* _Task brief_
Some lines in the listing hold the word "nodes". Return each of them.

* _Data shown_
────────────────

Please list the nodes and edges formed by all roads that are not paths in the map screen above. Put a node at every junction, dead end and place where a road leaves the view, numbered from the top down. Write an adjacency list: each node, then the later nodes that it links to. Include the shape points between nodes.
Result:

────────────────

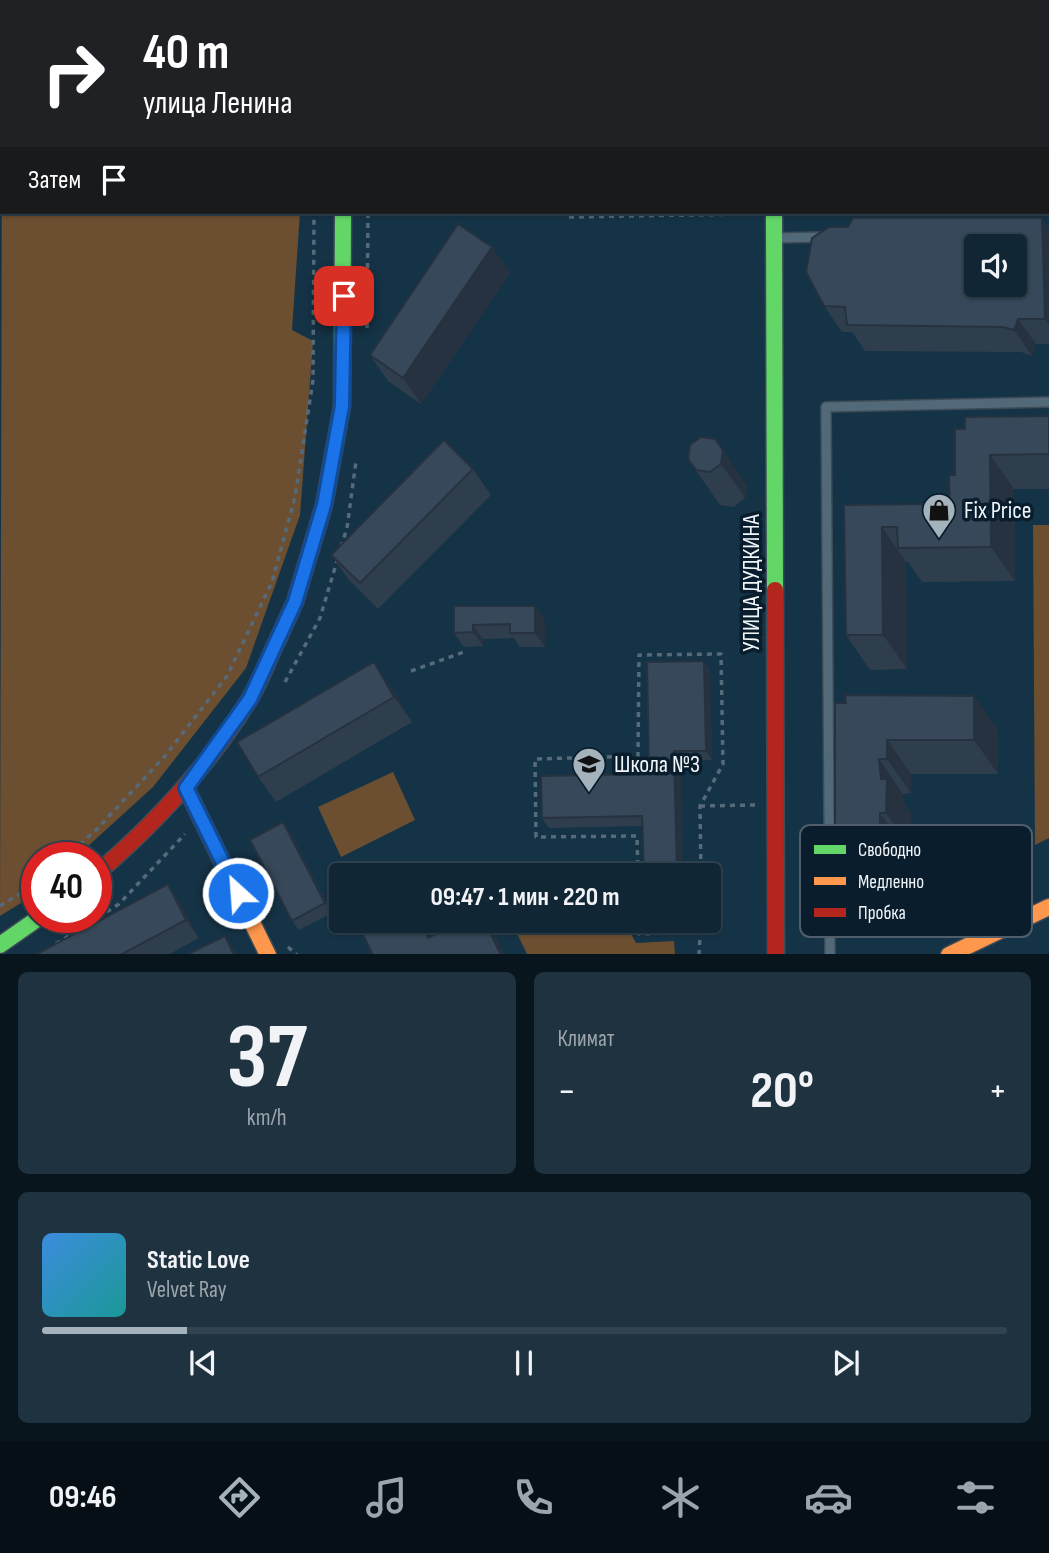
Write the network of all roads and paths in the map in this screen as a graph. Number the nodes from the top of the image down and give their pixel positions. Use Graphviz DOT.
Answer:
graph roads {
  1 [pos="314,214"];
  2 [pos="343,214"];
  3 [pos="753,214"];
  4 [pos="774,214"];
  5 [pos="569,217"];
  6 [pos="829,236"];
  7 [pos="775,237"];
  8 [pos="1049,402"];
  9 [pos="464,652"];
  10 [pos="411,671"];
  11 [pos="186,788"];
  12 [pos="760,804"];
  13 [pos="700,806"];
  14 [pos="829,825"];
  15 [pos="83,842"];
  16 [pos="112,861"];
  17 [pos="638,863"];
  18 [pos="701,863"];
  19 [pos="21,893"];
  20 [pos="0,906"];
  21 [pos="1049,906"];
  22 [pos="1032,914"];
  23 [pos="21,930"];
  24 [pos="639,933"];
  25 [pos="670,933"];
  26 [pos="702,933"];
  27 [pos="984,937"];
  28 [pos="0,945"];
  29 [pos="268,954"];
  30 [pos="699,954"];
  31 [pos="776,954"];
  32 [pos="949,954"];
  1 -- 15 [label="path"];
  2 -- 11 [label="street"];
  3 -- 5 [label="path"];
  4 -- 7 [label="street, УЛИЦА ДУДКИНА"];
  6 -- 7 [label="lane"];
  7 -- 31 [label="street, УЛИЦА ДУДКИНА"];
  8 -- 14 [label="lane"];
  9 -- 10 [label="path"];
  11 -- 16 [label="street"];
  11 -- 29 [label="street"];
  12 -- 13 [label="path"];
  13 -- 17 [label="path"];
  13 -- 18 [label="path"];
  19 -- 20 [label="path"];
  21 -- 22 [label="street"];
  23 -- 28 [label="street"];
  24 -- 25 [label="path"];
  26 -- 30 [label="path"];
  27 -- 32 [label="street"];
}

────────────────

* _Response to the task_
Please list the nodes and edges formed by all roads that are not paths in the map screen above. Put a node at every junction, dead end and place where a road leaves the view, numbered from the top down. Write an adjacency list: each node, then the later nodes that it links to. Include the shape points between nodes.
Write the network of all roads and paths in the map in this screen as a graph. Number the nodes from the top of the image down and give their pixel positions. Use Graphviz DOT.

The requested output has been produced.